To assess whether the proportions of mean prey nutrient contents deviated from those expected based on random foraging, null diets were simulated using network-based null models in ‘econullnetr’ (Vaughan et al., 2018) with the ‘generate_null_net’ command. The ‘generate_null_net_indiv’ function (Cuff, Windsor, et al., 2023) was used to generate null diets for each individual spider based on local prey communities determined via suction sampling. The mean prey macronutrient contents of spider diets were compared between expected and observed diets using a MLM in mvabund, and significant differences visually represented through a ternary plot using ggtern.
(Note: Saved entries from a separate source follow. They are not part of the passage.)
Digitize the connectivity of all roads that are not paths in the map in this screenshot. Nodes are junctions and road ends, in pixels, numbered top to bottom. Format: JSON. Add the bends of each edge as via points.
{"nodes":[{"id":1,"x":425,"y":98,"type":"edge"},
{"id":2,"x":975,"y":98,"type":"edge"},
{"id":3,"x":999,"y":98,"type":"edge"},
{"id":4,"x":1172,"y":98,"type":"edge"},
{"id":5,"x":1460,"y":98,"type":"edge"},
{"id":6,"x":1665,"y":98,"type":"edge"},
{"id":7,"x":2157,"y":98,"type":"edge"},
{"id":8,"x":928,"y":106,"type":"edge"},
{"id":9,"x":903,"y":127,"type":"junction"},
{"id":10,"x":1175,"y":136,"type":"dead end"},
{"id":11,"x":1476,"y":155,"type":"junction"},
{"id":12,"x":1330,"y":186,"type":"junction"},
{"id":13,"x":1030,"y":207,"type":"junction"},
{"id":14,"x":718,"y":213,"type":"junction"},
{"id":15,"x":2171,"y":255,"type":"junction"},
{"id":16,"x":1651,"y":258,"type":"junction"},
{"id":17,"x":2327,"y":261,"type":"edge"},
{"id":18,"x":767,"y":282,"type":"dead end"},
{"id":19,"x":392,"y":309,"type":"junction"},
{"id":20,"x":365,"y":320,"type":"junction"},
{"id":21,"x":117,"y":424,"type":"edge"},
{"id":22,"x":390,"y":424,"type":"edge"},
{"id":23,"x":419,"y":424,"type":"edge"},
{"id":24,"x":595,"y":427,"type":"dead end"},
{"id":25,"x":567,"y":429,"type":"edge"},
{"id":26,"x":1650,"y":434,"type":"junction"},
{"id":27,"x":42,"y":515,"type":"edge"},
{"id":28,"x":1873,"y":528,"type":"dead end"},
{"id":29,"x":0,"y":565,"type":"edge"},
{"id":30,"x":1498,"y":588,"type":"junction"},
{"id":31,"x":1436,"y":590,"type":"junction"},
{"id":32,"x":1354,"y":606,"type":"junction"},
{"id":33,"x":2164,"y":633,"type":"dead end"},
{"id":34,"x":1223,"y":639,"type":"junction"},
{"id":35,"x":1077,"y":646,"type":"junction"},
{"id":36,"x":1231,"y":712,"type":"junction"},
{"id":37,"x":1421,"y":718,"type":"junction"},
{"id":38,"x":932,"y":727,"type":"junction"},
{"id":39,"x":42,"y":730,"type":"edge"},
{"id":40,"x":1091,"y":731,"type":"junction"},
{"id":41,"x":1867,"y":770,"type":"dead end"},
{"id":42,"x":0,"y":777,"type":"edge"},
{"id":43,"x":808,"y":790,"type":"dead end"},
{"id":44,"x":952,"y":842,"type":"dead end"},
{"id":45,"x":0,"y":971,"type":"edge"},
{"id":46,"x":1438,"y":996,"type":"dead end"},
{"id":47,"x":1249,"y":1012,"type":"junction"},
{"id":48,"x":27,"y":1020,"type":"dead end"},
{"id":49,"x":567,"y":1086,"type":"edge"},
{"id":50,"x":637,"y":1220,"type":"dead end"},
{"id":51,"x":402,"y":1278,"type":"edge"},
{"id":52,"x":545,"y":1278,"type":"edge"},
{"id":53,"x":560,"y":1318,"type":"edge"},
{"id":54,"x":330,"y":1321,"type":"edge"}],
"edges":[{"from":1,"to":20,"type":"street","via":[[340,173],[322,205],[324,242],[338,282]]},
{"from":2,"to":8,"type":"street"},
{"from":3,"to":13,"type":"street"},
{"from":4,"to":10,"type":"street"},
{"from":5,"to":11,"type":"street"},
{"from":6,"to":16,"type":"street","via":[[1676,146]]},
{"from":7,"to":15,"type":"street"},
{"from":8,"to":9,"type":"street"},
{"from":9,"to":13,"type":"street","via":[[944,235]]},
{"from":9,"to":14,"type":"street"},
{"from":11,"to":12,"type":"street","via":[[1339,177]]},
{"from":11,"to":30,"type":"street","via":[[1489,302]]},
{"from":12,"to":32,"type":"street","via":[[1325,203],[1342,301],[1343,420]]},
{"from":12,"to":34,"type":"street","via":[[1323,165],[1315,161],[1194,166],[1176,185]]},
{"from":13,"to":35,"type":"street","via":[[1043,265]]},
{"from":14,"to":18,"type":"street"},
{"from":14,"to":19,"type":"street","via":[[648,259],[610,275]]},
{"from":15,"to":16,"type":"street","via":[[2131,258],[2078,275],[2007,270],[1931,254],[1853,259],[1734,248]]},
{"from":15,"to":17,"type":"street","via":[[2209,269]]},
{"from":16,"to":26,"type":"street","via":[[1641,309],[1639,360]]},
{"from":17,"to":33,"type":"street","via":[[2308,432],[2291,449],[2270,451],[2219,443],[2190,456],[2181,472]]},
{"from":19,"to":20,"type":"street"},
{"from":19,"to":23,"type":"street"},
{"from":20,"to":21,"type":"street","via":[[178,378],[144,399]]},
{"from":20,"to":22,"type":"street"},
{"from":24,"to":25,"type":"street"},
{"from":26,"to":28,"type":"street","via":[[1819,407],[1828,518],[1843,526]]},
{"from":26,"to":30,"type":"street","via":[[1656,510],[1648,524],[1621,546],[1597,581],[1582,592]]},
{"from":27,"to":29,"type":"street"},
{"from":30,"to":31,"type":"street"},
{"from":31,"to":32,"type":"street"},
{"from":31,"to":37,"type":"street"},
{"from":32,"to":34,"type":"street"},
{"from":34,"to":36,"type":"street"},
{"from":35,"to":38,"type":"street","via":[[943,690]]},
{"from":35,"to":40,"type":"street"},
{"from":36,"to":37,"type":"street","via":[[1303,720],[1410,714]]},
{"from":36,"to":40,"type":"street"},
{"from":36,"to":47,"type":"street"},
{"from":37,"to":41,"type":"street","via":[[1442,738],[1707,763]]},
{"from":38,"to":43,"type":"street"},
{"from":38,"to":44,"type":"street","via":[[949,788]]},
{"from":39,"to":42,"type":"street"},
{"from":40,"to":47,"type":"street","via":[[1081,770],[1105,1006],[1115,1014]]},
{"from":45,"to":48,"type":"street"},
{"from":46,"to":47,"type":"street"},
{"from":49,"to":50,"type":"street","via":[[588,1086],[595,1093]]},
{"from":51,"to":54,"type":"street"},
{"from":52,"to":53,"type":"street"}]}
To ascertain how differences between spider groups factor into any deviations from random nutrient intake, the difference in macronutrient proportions between expected and observed spider diets was also compared between spider genera, life stages and sexes in a MLM.
To relate prey preferences of different spider groups to different prey and their macronutrient contents, observed interactions were compared against null models based on prey abundances using the ‘generate_null_net’ command in econullnetr (as above) for each of the spider groups and, separately, for individual spiders. Ternary plots representing preference effect sizes for prey of varying macronutrient contents were generated using the group-specific data via ‘ggtern’. The observed interactions of individual spiders were divided by the interactions expected in the null model; infinite values (i.e., zero interactions expected and more than zero observed) and NAs (e.g., no interactions expected nor observed) were converted to zero. These observed/expected values were compared between spider groups via permutational multivariate analysis of variance (PerMANOVA). These results were visualised by plotting mean standardised effect sizes for each spider genus, sex and life stage from the prey choice null models via ggplot2.